Pixel coordinate listings

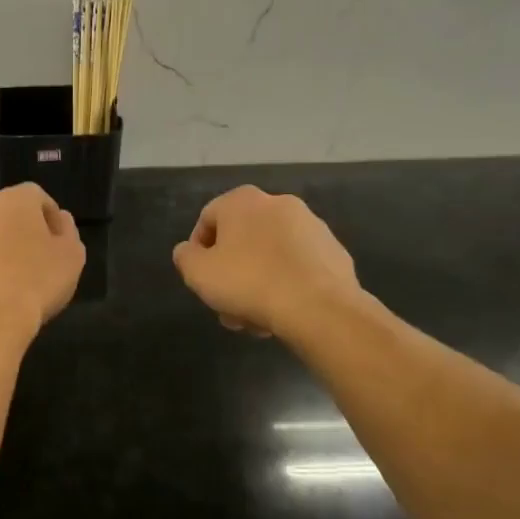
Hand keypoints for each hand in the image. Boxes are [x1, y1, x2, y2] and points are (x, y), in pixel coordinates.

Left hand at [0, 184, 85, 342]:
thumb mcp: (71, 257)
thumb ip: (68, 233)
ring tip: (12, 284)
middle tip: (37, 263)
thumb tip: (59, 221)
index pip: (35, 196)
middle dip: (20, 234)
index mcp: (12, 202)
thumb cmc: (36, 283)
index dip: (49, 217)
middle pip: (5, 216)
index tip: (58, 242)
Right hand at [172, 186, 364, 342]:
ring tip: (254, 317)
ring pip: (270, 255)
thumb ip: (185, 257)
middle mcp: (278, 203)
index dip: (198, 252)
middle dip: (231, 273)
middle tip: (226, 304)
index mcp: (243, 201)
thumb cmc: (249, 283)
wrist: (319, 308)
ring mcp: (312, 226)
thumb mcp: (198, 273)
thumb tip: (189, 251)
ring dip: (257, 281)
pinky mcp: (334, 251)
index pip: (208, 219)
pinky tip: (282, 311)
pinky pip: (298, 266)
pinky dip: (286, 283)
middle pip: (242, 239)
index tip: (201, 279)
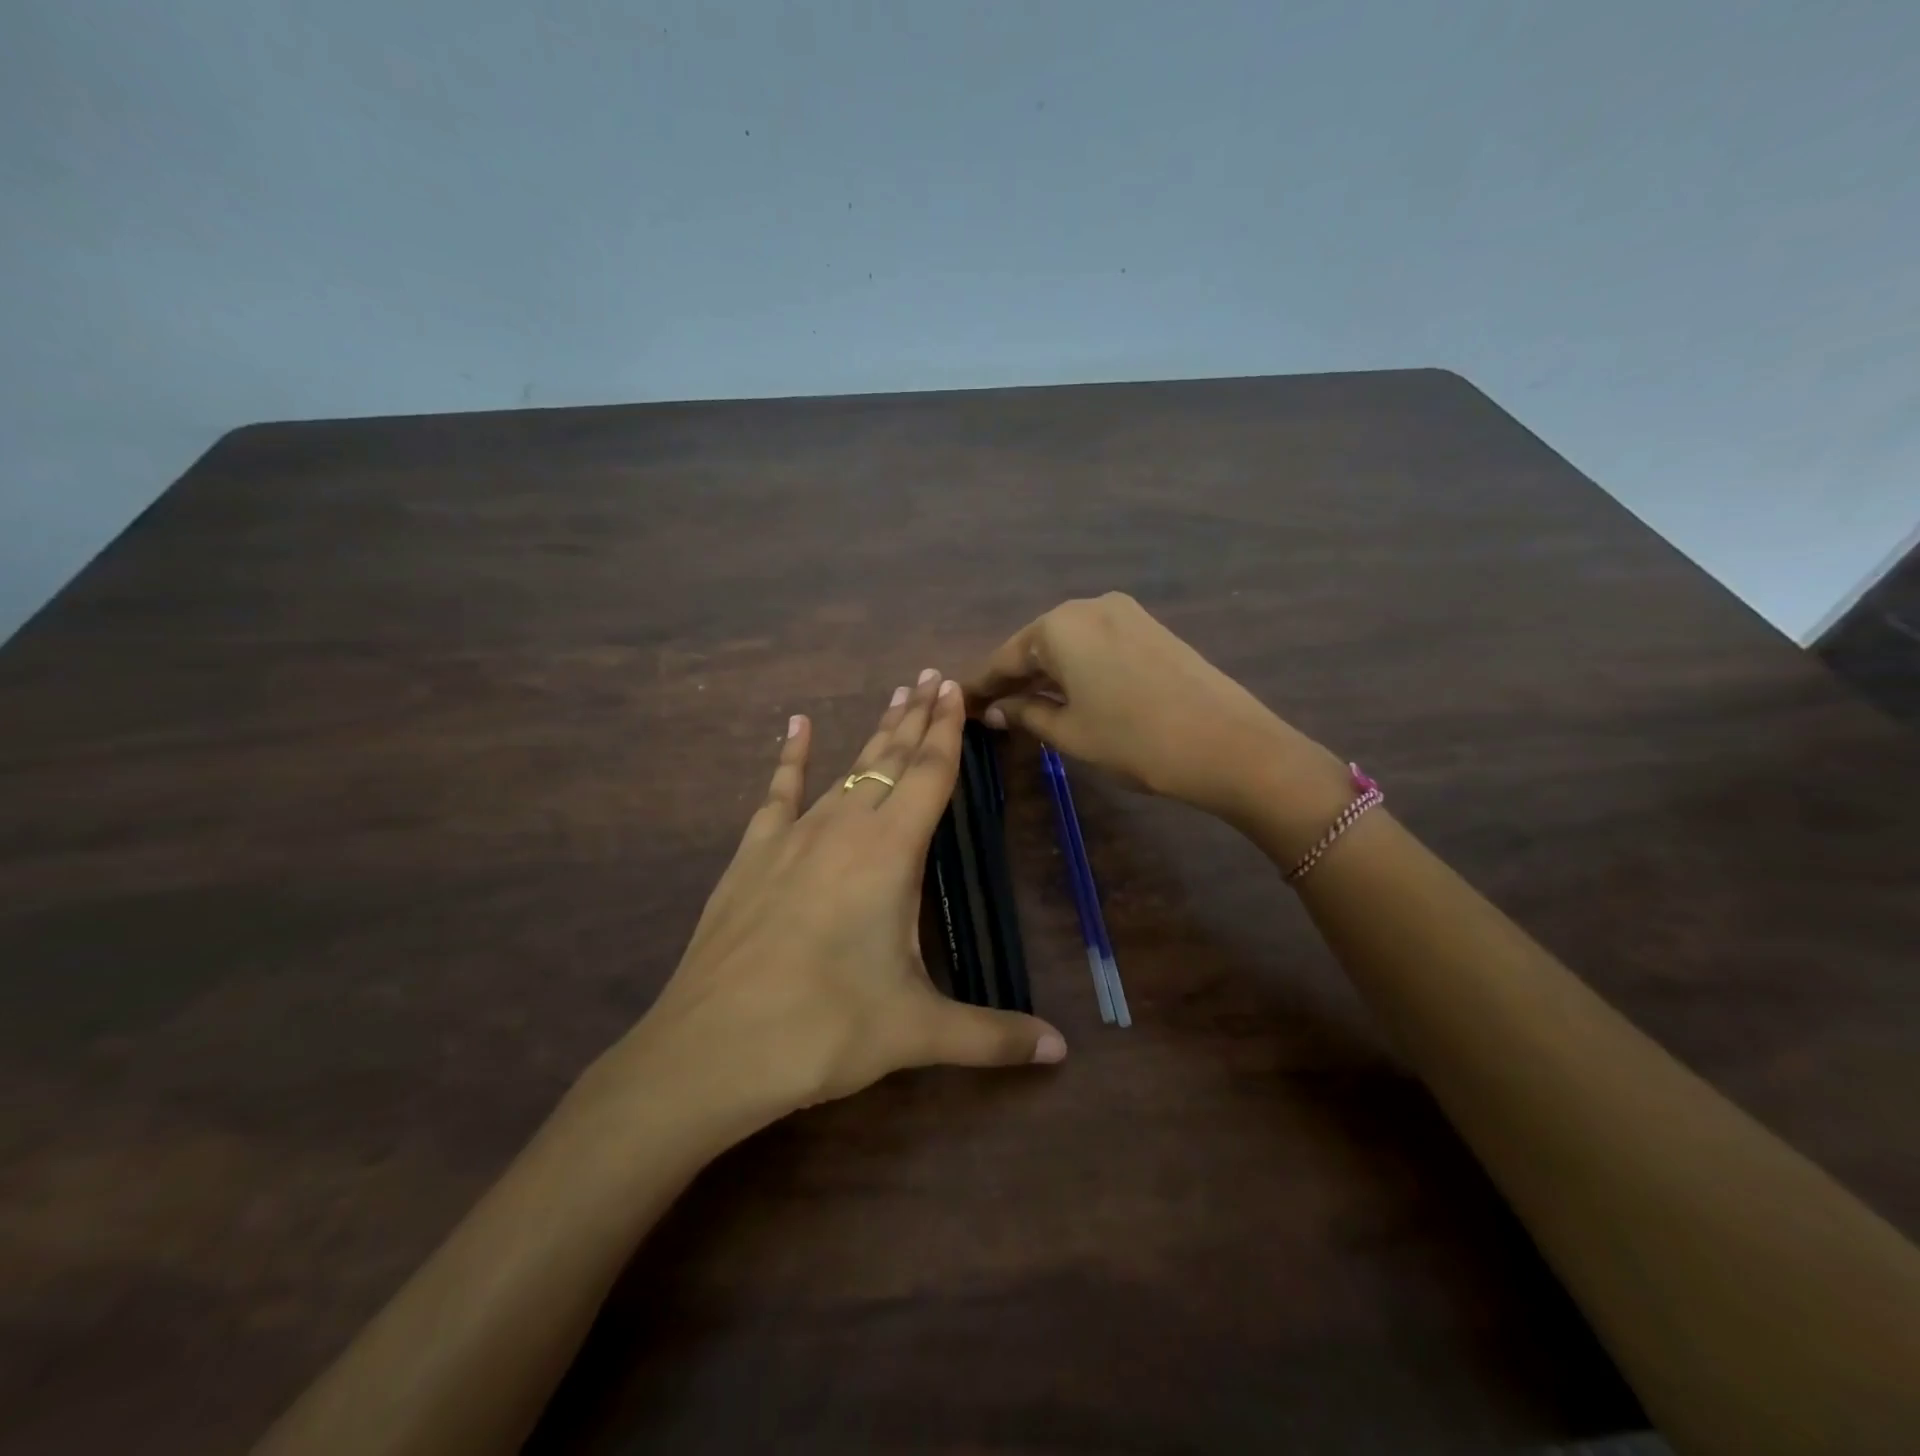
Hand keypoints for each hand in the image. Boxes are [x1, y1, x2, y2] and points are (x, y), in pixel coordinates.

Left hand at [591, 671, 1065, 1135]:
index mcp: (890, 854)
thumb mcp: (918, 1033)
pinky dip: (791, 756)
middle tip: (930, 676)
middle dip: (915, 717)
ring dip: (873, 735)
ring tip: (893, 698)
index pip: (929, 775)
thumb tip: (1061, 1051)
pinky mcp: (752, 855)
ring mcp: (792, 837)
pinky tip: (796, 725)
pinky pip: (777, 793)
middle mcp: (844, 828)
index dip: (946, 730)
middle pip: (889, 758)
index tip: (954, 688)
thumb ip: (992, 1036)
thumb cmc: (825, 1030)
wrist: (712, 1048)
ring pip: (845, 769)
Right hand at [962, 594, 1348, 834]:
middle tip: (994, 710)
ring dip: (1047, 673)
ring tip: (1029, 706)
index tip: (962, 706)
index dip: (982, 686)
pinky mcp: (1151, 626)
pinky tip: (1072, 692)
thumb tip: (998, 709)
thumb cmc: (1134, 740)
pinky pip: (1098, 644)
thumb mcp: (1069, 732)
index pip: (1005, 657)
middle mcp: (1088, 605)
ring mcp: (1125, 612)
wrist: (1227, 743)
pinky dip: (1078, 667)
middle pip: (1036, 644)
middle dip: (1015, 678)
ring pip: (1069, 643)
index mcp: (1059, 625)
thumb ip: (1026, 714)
* * *
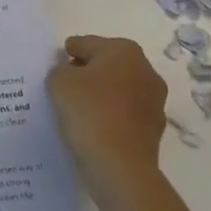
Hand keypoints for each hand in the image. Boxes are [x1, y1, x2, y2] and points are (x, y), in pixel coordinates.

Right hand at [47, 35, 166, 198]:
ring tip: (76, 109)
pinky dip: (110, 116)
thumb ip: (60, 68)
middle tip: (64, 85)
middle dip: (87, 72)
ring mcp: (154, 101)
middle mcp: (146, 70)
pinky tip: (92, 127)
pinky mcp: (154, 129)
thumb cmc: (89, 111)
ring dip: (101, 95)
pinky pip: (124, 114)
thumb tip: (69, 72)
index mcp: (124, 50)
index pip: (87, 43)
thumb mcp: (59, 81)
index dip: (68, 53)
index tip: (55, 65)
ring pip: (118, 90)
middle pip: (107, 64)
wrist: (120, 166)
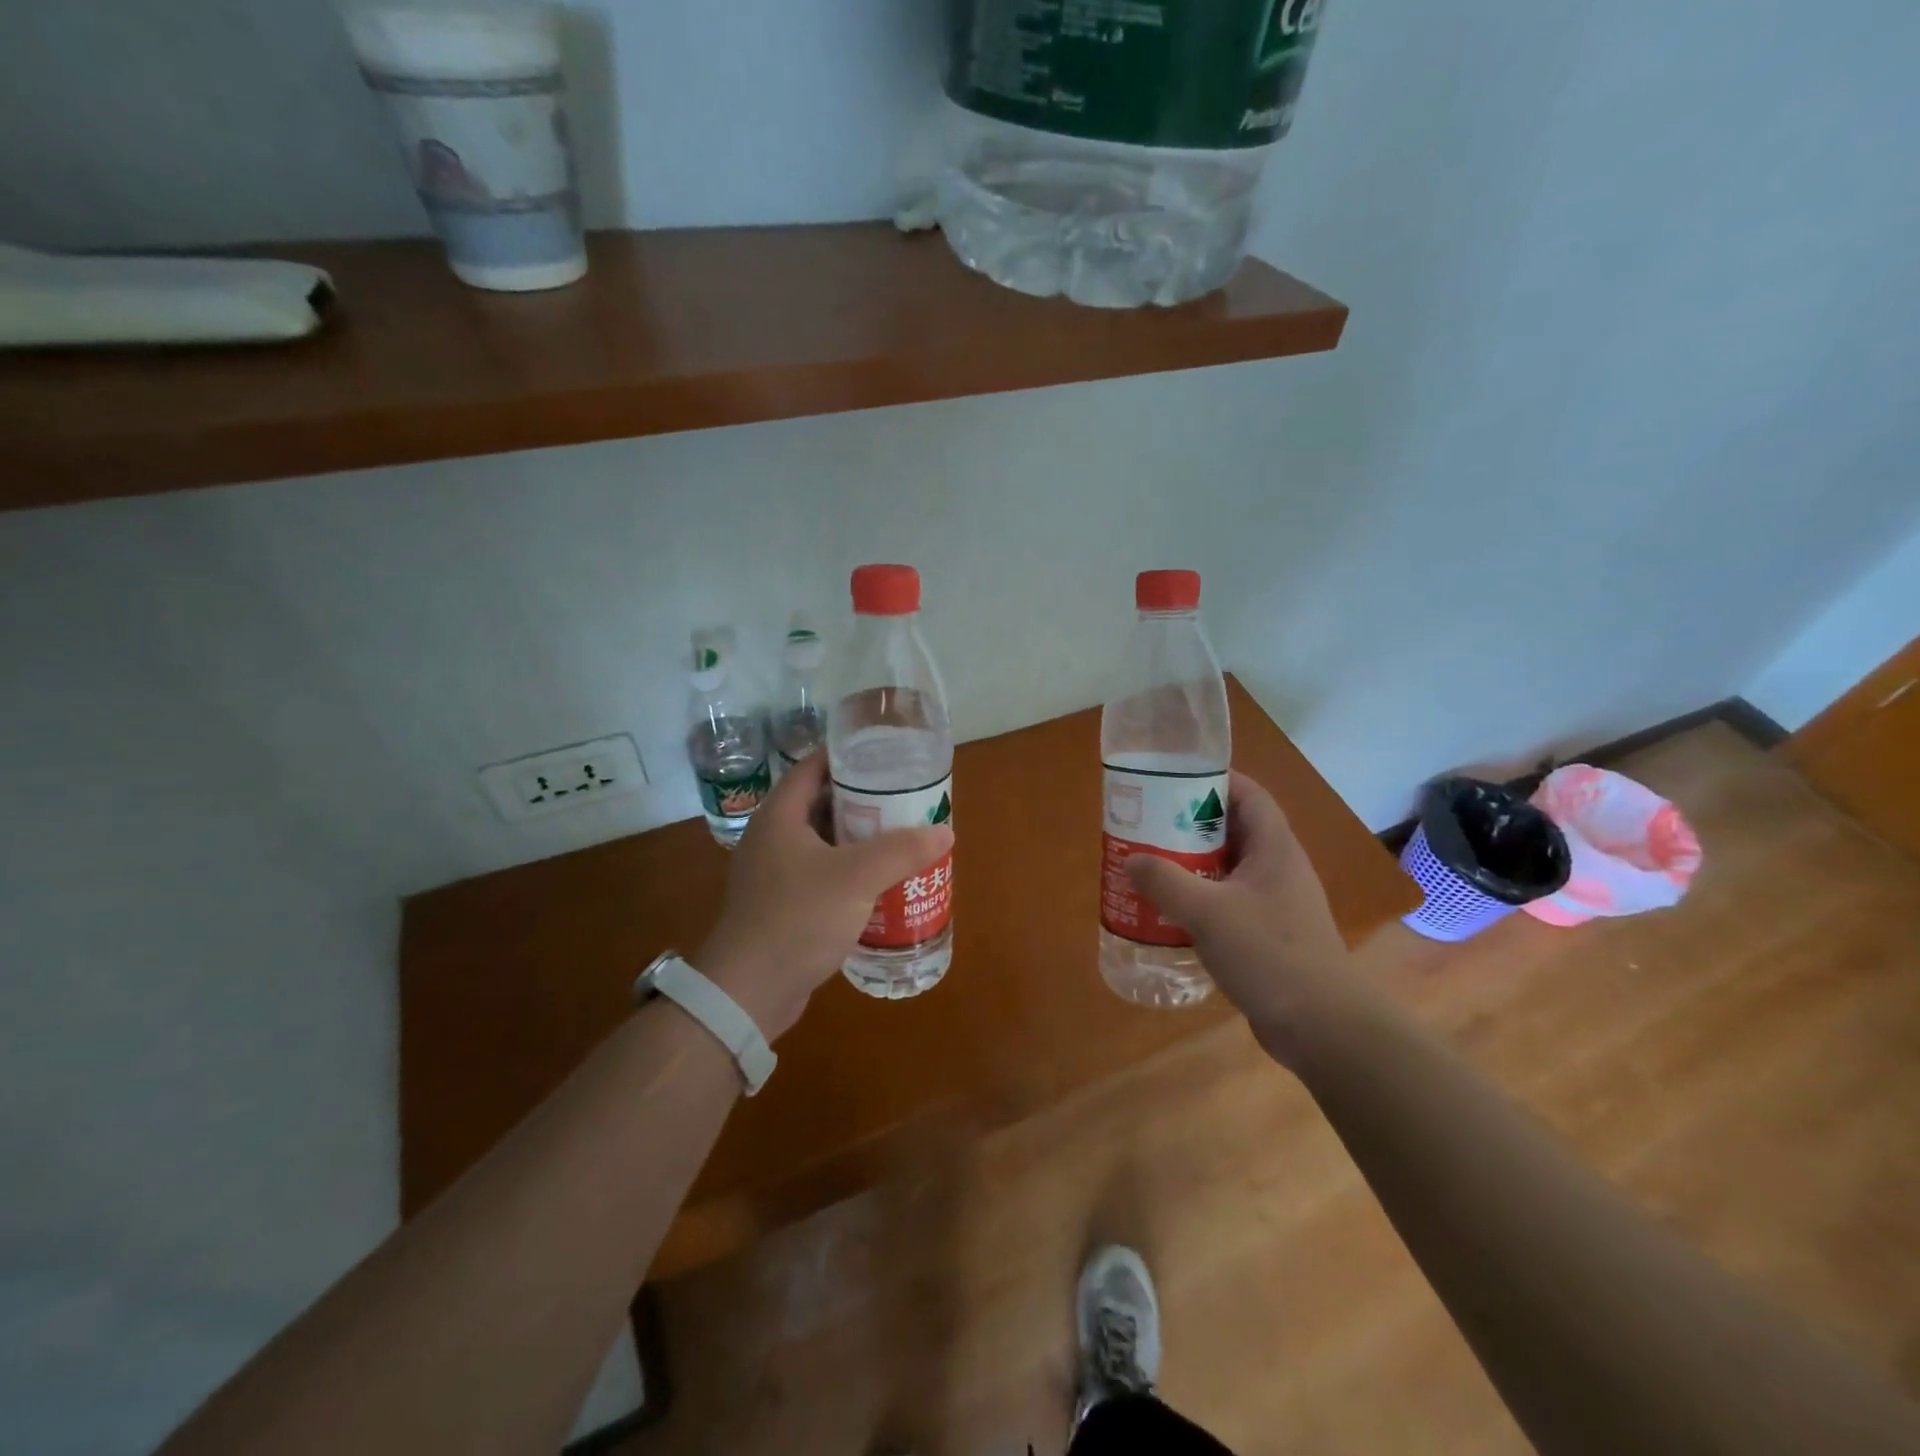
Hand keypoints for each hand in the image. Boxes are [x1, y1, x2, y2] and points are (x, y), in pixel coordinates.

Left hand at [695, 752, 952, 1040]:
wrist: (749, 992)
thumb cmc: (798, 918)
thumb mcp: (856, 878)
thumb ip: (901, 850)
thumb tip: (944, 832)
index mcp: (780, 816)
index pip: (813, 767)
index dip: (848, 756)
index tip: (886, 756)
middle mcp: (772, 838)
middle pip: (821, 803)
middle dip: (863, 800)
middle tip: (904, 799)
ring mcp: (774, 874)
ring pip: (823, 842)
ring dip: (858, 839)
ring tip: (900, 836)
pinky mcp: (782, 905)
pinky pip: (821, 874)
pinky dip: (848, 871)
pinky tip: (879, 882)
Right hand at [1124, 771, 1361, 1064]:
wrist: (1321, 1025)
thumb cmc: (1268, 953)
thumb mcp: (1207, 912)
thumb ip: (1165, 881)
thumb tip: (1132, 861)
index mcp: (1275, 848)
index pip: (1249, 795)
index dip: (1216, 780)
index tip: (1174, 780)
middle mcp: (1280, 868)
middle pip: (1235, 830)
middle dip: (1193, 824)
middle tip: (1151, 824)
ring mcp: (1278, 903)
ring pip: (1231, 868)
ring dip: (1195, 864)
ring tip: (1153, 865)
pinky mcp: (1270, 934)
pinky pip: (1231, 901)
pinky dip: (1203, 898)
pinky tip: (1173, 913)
---
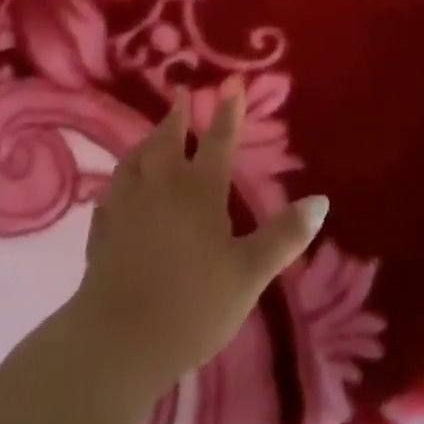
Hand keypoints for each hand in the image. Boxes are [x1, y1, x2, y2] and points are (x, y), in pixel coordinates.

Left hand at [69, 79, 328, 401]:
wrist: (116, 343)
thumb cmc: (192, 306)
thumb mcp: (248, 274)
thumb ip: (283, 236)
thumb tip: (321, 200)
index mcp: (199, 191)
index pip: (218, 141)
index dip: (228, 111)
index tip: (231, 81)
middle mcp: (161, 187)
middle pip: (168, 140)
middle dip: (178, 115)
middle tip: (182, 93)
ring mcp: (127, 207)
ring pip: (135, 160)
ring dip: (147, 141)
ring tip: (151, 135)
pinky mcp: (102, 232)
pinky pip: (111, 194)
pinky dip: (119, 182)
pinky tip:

» What is expected
Output only the lines above from the line that holds "index tip: (58, 242)" through the line that holds "thumb ip: (1026, 714)", both ends included, and exclude pictures.

» Answer to the exercise
index tip: (58, 242)
Right hand at [172, 186, 364, 342]:
ring tip: (254, 317)
ring pip: (270, 255)
thumb ip: (185, 257)
middle mcp: (278, 203)
index dip: (198, 252)
middle dip: (231, 273)
middle tip: (226, 304)
index mcp: (243, 201)
thumb cmc: (249, 283)
wrist: (319, 308)
ring mcp: (312, 226)
thumb mcp: (198, 273)
thumb tip: (189, 251)
ring dip: (257, 281)
pinky mcp: (334, 251)
index pip: (208, 219)
pinky tip: (282, 311)
pinky pip: (298, 266)
pinky dip: (286, 283)
middle pip: (242, 239)
index tip: (201, 279)
Hand keypoints for each hand in the image. Boxes are [x1, y1, x2, y2] and points are (x, y), in pixel coordinates.

Left hand at [591, 671, 1065, 1135]:
index mcp: (890, 854)
thumb mcp: (918, 1033)
pinky dip: (791, 756)
middle tip: (930, 676)
middle dip: (915, 717)
ring dip: (873, 735)
ring tip: (893, 698)
index pip: (929, 775)
thumb tip: (1061, 1051)
pinky mcp: (752, 855)
ring mcp: (792, 837)
pinky tip: (796, 725)
pinky pip: (777, 793)
middle mcp: (844, 828)
index dip: (946, 730)
middle pip: (889, 758)
index tip: (954, 688)
thumb ip: (992, 1036)
thumb cmc: (825, 1030)
wrist: (712, 1048)
ring pip: (845, 769)
Right hand at [962, 594, 1348, 834]:
middle tip: (994, 710)
ring dip: (1047, 673)
ring tip: (1029, 706)
index tip: (962, 706)
index dip: (982, 686)
pinky mcp: (1151, 626)
pinky tip: (1072, 692)
thumb tip: (998, 709)
thumb cmc: (1134, 740)
pinky pip: (1098, 644)
thumb mcp: (1069, 732)
index pip: (1005, 657)
middle mcp: (1088, 605)
ring mcp: (1125, 612)
wrist: (1227, 743)
pinky dip: (1078, 667)
middle pip: (1036, 644)
middle dip: (1015, 678)
ring pip: (1069, 643)
index mcp: (1059, 625)
thumb ip: (1026, 714)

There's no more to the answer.